BRIEF> Below are some entries. Copy each line that holds the string "path".

---------- TASK INPUT ----------

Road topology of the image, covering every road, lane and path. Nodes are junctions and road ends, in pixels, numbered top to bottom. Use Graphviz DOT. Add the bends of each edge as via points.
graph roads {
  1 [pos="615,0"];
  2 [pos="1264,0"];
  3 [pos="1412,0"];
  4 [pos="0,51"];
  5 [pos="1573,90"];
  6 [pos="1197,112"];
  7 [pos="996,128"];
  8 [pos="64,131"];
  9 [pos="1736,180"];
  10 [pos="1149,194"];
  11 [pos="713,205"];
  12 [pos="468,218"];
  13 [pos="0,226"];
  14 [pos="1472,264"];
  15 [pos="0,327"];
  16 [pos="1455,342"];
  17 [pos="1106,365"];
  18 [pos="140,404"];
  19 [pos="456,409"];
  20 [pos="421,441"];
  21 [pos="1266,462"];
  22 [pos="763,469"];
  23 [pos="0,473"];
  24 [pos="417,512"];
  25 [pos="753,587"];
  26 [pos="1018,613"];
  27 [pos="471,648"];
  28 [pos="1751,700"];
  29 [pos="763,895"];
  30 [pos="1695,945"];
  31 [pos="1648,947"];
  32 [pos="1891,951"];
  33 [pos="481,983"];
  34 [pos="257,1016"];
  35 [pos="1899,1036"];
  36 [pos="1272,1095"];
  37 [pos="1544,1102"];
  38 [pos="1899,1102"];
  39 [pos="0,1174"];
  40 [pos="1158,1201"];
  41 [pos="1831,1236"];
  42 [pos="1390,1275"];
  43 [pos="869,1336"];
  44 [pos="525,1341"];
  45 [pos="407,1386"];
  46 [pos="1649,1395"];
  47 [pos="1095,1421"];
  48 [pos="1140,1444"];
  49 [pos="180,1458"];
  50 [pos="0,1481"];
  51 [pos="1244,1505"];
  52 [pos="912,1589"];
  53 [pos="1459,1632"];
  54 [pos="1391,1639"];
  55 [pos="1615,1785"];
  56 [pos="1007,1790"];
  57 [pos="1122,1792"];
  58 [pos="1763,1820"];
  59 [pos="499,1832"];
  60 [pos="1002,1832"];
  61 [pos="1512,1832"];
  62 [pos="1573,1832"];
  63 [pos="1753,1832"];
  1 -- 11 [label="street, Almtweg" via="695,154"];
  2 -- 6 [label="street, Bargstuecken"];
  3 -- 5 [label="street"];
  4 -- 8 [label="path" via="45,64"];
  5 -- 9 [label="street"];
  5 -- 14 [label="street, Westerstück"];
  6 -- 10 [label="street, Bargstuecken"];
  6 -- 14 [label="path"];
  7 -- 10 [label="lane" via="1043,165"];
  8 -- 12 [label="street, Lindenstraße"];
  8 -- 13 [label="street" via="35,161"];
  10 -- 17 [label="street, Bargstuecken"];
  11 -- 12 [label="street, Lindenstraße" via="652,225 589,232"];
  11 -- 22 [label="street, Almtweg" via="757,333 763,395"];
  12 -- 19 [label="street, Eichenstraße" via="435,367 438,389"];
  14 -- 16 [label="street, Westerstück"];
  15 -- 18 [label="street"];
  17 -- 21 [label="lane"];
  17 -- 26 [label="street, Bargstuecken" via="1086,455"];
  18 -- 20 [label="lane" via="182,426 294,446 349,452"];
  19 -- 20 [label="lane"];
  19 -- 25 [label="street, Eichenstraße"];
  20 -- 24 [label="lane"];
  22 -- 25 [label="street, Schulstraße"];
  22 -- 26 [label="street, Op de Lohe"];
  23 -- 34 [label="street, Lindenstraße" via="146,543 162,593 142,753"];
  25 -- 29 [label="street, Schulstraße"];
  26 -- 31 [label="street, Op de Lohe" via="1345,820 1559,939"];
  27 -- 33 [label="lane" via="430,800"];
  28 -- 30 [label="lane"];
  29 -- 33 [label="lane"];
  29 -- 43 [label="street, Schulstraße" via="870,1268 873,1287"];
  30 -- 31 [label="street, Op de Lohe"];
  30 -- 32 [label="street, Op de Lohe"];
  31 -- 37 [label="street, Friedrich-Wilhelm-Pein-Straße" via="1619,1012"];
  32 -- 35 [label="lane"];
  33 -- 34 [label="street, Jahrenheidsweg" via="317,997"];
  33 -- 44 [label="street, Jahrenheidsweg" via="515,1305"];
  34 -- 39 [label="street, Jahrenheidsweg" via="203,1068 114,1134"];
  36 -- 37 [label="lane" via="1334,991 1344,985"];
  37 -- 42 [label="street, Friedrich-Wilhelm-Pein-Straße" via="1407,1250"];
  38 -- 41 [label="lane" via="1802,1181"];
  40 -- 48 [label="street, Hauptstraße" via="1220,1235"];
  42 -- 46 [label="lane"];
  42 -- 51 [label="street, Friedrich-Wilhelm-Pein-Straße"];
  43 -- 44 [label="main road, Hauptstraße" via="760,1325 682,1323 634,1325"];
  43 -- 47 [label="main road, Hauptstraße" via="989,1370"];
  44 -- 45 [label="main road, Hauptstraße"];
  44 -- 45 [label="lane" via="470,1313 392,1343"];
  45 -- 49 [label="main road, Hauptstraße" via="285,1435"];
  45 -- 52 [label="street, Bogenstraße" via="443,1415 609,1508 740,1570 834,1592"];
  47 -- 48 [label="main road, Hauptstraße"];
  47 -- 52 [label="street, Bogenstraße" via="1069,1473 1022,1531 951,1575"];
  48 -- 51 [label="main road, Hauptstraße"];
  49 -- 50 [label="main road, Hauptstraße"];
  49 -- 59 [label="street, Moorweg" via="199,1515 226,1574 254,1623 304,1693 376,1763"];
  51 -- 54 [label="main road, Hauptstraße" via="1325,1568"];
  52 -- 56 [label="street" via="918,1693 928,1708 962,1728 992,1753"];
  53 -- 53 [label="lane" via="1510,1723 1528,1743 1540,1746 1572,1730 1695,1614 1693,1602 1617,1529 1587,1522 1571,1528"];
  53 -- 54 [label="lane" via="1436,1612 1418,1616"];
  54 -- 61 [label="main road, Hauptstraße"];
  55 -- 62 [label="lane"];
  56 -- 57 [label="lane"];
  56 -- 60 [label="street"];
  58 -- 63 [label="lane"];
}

----------

RESPONSE AREA>
Road topology of the image, covering every road, lane and path. Nodes are junctions and road ends, in pixels, numbered top to bottom. Use Graphviz DOT. Add the bends of each edge as via points.
  4 -- 8 [label="path" via="45,64"];
  6 -- 14 [label="path"];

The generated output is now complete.